*Work instruction*. Could you please return each line of the data that has the word "Artesa"?

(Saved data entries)
*** Begin section ***
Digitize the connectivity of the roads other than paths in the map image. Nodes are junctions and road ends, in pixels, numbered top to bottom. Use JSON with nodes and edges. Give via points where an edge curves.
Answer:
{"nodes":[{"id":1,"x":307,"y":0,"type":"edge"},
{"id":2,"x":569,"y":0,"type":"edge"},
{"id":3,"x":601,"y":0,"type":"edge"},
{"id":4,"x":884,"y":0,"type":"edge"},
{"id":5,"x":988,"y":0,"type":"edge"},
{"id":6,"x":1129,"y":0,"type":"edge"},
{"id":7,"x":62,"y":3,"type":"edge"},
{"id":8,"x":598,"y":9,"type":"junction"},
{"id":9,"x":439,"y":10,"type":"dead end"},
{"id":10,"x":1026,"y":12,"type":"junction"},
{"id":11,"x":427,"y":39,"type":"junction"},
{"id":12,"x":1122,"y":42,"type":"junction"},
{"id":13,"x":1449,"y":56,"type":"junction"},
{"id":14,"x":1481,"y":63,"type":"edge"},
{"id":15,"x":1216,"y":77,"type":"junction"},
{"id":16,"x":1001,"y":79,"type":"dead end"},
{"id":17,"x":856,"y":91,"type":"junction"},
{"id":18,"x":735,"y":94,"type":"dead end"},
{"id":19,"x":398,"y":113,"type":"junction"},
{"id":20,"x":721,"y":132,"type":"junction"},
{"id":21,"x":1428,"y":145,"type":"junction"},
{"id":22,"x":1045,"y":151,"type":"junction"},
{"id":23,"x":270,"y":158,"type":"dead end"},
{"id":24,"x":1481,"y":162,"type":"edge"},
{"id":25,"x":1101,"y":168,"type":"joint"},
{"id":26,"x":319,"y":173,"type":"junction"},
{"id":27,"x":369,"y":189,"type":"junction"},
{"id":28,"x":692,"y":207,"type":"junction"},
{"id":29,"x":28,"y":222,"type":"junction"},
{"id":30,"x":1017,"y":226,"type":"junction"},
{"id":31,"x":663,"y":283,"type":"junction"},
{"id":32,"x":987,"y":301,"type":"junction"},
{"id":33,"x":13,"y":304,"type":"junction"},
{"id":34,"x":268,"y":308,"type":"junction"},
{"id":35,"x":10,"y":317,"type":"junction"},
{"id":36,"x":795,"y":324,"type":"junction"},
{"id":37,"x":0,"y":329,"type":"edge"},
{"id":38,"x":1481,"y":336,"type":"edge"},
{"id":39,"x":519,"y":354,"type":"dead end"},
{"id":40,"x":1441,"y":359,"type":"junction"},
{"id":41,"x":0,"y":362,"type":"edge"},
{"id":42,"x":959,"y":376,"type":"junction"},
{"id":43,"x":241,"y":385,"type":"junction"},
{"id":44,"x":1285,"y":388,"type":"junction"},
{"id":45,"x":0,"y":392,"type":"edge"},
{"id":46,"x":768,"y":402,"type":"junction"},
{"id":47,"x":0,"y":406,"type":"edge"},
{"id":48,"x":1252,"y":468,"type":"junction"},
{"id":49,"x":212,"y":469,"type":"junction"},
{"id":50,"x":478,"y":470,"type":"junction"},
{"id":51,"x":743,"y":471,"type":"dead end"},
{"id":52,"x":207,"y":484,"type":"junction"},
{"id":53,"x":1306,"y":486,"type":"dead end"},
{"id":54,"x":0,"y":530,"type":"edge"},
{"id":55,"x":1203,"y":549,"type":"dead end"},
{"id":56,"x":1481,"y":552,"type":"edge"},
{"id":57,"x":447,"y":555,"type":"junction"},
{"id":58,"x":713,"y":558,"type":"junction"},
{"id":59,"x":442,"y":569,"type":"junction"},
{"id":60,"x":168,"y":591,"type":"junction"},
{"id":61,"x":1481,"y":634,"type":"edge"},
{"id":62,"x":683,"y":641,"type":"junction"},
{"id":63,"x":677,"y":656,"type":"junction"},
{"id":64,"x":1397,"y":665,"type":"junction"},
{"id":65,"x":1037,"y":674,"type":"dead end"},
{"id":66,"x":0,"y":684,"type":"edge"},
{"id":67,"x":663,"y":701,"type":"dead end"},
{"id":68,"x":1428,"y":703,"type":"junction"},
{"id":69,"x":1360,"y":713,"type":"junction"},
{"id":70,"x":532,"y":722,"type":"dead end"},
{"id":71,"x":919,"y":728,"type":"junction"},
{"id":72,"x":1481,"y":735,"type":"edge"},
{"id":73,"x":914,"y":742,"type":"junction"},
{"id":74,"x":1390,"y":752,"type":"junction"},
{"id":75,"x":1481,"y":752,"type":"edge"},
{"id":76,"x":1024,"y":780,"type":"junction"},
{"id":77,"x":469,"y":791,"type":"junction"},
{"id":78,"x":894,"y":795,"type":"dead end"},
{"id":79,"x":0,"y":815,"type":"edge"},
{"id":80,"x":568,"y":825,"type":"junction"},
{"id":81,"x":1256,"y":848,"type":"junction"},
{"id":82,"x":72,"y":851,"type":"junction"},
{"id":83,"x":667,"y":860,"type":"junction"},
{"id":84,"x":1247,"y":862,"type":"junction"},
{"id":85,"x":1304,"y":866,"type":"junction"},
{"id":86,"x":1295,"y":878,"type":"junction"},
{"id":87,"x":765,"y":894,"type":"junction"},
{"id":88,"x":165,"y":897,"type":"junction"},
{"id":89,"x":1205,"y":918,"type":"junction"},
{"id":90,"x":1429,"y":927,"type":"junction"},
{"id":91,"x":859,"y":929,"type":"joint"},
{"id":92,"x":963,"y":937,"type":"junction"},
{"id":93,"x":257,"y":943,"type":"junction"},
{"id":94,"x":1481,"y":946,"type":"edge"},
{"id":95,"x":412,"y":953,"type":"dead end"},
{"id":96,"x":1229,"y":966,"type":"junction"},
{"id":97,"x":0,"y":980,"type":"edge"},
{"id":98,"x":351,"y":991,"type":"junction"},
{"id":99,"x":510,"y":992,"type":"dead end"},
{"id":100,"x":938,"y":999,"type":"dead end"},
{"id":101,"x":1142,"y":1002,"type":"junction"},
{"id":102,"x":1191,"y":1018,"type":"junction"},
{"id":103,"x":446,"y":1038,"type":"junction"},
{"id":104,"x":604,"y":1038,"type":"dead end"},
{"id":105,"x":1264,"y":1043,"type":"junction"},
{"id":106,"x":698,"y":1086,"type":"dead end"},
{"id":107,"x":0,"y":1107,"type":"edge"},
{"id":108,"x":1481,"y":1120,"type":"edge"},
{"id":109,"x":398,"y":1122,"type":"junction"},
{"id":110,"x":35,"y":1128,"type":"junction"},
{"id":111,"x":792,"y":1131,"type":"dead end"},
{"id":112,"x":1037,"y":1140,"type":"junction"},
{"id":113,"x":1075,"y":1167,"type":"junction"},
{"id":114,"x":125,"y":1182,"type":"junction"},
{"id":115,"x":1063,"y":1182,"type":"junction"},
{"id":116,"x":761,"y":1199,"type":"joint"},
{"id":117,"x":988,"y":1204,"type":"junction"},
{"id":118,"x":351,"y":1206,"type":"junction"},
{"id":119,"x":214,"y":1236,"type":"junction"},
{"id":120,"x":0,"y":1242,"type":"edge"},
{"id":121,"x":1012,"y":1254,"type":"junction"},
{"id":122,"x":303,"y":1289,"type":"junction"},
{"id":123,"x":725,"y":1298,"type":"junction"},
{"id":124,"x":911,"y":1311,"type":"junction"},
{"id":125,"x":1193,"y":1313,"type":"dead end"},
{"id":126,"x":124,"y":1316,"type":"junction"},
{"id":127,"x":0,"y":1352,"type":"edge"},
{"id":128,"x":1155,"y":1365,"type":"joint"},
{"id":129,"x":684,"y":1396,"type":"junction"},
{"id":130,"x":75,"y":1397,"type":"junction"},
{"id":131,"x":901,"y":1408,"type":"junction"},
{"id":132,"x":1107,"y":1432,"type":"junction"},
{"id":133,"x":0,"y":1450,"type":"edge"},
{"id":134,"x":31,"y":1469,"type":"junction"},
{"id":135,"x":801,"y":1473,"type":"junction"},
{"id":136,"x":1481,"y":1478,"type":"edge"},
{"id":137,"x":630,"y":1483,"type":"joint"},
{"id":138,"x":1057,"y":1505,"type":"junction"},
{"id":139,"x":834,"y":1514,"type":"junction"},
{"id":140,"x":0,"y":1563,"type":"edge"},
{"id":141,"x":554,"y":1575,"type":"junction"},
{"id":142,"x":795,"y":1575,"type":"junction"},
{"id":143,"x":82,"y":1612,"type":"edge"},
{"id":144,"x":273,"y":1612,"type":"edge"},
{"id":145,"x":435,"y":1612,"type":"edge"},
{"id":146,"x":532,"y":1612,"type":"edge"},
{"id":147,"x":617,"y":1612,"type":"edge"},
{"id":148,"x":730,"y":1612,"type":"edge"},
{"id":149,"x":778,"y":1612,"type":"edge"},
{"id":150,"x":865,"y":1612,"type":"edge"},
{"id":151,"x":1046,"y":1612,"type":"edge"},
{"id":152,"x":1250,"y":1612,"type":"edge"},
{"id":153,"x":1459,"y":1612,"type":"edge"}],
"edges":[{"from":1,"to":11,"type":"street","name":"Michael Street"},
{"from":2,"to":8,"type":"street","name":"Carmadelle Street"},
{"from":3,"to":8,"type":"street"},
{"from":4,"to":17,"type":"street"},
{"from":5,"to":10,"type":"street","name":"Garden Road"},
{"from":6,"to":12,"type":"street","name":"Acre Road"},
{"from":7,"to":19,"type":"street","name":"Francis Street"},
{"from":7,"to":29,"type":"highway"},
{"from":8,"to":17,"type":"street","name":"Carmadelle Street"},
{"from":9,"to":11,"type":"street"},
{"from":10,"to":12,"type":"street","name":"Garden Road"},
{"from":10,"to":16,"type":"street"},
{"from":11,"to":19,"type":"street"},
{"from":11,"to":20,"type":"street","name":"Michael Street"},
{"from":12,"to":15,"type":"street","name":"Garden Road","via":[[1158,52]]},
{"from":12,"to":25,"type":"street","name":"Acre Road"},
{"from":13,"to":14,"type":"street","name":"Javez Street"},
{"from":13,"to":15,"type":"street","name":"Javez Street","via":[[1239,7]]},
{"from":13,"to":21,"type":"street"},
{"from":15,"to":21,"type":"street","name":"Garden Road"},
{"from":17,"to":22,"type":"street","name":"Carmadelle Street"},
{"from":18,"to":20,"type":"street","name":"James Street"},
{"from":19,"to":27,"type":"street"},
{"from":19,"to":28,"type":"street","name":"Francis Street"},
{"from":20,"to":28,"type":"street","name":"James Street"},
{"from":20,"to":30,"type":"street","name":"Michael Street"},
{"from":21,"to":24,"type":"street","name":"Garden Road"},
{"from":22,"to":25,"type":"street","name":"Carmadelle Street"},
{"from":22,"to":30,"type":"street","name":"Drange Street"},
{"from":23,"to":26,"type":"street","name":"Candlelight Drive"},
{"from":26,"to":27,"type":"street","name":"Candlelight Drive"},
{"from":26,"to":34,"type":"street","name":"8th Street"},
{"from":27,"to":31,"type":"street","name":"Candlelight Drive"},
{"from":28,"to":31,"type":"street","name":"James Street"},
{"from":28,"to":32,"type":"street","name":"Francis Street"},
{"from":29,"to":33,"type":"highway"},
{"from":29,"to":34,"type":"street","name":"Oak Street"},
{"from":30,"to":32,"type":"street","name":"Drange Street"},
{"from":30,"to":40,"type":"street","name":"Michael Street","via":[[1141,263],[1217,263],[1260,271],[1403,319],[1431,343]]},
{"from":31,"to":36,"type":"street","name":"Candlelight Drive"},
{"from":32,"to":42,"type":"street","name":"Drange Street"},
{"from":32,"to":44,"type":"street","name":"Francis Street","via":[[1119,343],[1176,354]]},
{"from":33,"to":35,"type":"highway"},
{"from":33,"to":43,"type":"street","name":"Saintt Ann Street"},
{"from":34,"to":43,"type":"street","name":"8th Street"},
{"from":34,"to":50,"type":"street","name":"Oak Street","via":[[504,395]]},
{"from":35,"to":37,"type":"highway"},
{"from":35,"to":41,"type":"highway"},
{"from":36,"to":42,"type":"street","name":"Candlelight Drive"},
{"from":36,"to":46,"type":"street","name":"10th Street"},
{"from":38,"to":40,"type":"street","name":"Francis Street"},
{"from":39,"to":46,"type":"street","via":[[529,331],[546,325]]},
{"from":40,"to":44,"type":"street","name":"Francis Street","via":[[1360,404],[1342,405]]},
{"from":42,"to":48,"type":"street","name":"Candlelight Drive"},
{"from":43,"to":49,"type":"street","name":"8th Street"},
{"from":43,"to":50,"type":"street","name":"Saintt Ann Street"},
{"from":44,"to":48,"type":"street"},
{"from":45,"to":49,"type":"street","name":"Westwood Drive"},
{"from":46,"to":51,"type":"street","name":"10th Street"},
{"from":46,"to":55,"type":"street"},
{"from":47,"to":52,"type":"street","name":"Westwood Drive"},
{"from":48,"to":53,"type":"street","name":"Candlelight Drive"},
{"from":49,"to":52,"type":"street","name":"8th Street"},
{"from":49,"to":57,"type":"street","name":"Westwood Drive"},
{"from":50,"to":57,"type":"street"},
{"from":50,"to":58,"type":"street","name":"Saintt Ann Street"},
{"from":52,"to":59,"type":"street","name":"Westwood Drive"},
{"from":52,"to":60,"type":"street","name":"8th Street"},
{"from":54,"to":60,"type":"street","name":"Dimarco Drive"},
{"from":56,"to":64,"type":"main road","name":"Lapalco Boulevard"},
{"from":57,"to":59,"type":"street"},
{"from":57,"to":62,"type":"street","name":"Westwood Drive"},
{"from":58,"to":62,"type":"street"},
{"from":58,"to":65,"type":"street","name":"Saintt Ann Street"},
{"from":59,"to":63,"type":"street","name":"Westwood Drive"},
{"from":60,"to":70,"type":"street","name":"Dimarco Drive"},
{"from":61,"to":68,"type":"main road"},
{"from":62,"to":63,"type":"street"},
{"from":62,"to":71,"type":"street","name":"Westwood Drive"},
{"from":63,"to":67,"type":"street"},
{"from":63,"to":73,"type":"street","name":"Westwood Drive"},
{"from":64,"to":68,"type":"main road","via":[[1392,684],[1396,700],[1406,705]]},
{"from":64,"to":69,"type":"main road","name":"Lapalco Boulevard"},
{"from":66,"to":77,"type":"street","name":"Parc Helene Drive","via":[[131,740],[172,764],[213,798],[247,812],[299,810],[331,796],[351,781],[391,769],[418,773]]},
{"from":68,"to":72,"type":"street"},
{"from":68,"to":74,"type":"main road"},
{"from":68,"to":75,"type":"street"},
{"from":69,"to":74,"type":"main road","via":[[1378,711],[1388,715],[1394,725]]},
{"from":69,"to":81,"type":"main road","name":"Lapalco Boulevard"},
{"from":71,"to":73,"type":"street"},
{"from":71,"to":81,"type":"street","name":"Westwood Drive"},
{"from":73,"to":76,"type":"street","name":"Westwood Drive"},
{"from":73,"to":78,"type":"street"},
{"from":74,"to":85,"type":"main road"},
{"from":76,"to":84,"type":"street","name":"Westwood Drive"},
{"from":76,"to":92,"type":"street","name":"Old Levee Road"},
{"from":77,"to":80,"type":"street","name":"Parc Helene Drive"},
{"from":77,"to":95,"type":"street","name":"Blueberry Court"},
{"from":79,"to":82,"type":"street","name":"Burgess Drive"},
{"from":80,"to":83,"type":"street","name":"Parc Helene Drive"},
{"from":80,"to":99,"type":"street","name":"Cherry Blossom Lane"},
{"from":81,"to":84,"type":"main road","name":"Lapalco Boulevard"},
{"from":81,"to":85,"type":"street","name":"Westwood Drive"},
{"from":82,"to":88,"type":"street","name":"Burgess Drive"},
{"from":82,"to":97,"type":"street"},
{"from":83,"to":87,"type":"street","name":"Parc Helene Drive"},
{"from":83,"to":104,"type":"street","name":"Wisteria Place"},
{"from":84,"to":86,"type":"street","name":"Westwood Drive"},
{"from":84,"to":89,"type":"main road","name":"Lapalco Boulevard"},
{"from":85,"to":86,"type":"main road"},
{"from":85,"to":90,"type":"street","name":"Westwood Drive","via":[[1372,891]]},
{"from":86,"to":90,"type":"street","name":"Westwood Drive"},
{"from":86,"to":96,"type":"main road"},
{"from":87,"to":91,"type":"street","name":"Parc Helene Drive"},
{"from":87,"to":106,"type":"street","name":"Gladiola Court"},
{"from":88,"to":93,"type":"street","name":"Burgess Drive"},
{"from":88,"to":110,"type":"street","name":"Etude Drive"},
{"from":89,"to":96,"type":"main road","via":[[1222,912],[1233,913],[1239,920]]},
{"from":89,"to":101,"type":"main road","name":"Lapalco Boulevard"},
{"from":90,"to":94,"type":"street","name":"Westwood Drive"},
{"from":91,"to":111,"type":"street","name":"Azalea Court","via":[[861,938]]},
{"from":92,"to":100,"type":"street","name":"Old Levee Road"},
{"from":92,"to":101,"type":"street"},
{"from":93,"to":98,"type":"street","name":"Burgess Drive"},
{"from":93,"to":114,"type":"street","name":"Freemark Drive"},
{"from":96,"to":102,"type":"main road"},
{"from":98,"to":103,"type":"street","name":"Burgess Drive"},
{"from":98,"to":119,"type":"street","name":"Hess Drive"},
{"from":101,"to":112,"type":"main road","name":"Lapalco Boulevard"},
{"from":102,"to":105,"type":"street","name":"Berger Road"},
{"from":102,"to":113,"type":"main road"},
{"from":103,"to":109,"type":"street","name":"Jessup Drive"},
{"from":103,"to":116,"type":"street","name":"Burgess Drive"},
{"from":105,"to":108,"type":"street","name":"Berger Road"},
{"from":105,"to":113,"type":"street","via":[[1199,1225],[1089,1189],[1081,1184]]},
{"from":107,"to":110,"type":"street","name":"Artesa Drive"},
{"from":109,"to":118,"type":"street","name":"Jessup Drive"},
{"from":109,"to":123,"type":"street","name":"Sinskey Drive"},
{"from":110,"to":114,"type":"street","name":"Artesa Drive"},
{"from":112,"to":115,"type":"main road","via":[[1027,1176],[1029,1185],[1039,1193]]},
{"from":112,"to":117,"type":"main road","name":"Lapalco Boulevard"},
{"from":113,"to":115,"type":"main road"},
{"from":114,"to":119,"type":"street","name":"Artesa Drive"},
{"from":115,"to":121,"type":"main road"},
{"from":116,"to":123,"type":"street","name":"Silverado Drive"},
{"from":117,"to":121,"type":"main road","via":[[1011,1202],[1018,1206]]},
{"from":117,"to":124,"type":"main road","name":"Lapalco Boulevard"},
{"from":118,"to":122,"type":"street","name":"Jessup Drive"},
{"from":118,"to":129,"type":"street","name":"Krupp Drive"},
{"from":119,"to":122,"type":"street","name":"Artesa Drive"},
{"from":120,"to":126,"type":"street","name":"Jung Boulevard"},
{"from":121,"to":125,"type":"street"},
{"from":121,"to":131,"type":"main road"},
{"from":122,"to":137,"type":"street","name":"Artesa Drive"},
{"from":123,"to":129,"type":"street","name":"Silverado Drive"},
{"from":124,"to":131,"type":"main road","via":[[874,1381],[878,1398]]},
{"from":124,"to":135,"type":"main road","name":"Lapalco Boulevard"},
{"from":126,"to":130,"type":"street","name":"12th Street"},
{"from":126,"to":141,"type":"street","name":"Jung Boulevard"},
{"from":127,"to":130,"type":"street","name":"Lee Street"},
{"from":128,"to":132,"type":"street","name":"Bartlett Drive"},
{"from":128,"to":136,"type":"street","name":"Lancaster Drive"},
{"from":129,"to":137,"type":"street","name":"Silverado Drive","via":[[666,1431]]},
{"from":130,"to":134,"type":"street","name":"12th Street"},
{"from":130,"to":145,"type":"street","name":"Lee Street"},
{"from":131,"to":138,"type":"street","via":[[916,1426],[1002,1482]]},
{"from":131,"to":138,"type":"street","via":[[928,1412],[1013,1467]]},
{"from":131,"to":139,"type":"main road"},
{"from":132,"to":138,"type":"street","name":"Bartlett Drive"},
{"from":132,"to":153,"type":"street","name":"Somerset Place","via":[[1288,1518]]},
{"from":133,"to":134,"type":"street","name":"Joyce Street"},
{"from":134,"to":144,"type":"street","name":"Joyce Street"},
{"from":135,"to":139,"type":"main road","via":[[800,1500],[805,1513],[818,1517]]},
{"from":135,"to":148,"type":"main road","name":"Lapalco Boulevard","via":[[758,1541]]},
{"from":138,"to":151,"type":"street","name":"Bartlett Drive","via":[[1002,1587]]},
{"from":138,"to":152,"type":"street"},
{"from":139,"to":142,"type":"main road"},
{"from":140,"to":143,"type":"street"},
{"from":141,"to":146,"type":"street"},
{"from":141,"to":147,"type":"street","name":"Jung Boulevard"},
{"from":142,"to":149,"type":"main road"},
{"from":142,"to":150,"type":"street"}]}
*** End section ***
*Completed exercise*.
{"from":107,"to":110,"type":"street","name":"Artesa Drive"},
{"from":110,"to":114,"type":"street","name":"Artesa Drive"},
{"from":114,"to":119,"type":"street","name":"Artesa Drive"},
{"from":119,"to":122,"type":"street","name":"Artesa Drive"},
{"from":122,"to":137,"type":"street","name":"Artesa Drive"},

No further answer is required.